Which lines of the material hold the word "main"? Copy each one.

◆ **The records**
★ ★ ★ ★
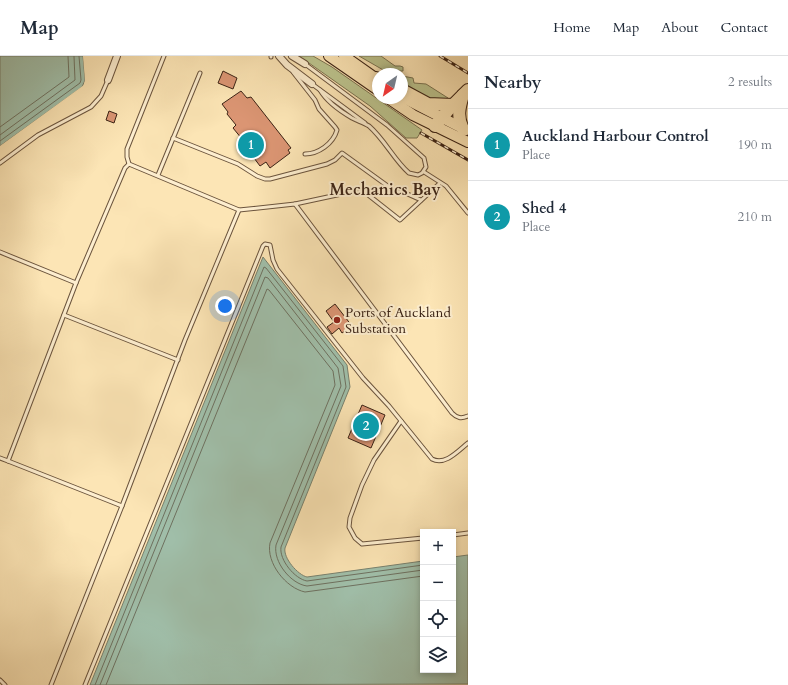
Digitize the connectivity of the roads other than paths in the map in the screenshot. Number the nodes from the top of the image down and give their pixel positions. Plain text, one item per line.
1 (116, 56) edge
2 (164, 56) edge
3 (279, 56) edge
4 (292, 56) edge
5 (329, 56) edge
6 (344, 56) edge
7 (305, 64) joint
8 (287, 65) junction
9 (200, 73) dead end
10 (372, 78) edge
11 (372, 79) edge
12 (108, 80) joint
13 (312, 84) joint
14 (408, 93) edge
15 (408, 100) edge
16 (460, 100) edge
17 (397, 104) edge
18 (438, 122) junction
19 (466, 130) edge
20 (173, 138) junction
21 (468, 142) edge
22 (305, 154) dead end
23 (0, 163) edge
24 (129, 164) junction
25 (424, 172) junction
26 (158, 175) junction
27 (440, 183) junction
28 (421, 200) junction
29 (295, 204) junction
30 (239, 210) junction
31 (468, 213) edge
32 (0, 252) edge
33 (76, 283) junction
34 (64, 315) junction
35 (178, 360) junction
36 (468, 416) edge
37 (401, 421) junction
38 (468, 443) edge
39 (0, 458) edge
40 (8, 461) junction
41 (122, 506) junction
42 (468, 533) edge
43 (456, 534) edge
44 (420, 538) edge
45 (0, 680) edge
46 (5, 685) edge
47 (51, 685) edge
48 (85, 685) edge

1 - 12 street
2 - 24 lane
3 - 8 street
4 - 7 street
5 - 11 main road
6 - 10 main road
7 - 25 lane
8 - 13 street
8 - 22 lane
9 - 20 lane
12 - 23 lane
13 - 25 lane
14 - 16 highway
15 - 18 main road
16 - 18 highway
16 - 19 highway
17 - 18 main road
18 - 19 main road
18 - 21 main road
20 - 26 lane
20 - 28 lane
24 - 26 lane
24 - 33 lane
25 - 27 lane
26 - 30 lane
27 - 28 lane
27 - 31 lane
28 - 29 lane
29 - 30 lane
29 - 36 lane
30 - 35 lane
32 - 33 lane
33 - 34 lane
34 - 35 lane
34 - 40 lane
35 - 41 lane
37 - 38 lane
37 - 44 lane
37 - 48 lane
39 - 40 lane
40 - 41 lane
41 - 47 lane
42 - 43 lane
45 - 46 lane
★ ★ ★ ★
◆ **Response**
5 - 11 main road
6 - 10 main road
15 - 18 main road
17 - 18 main road
18 - 19 main road
18 - 21 main road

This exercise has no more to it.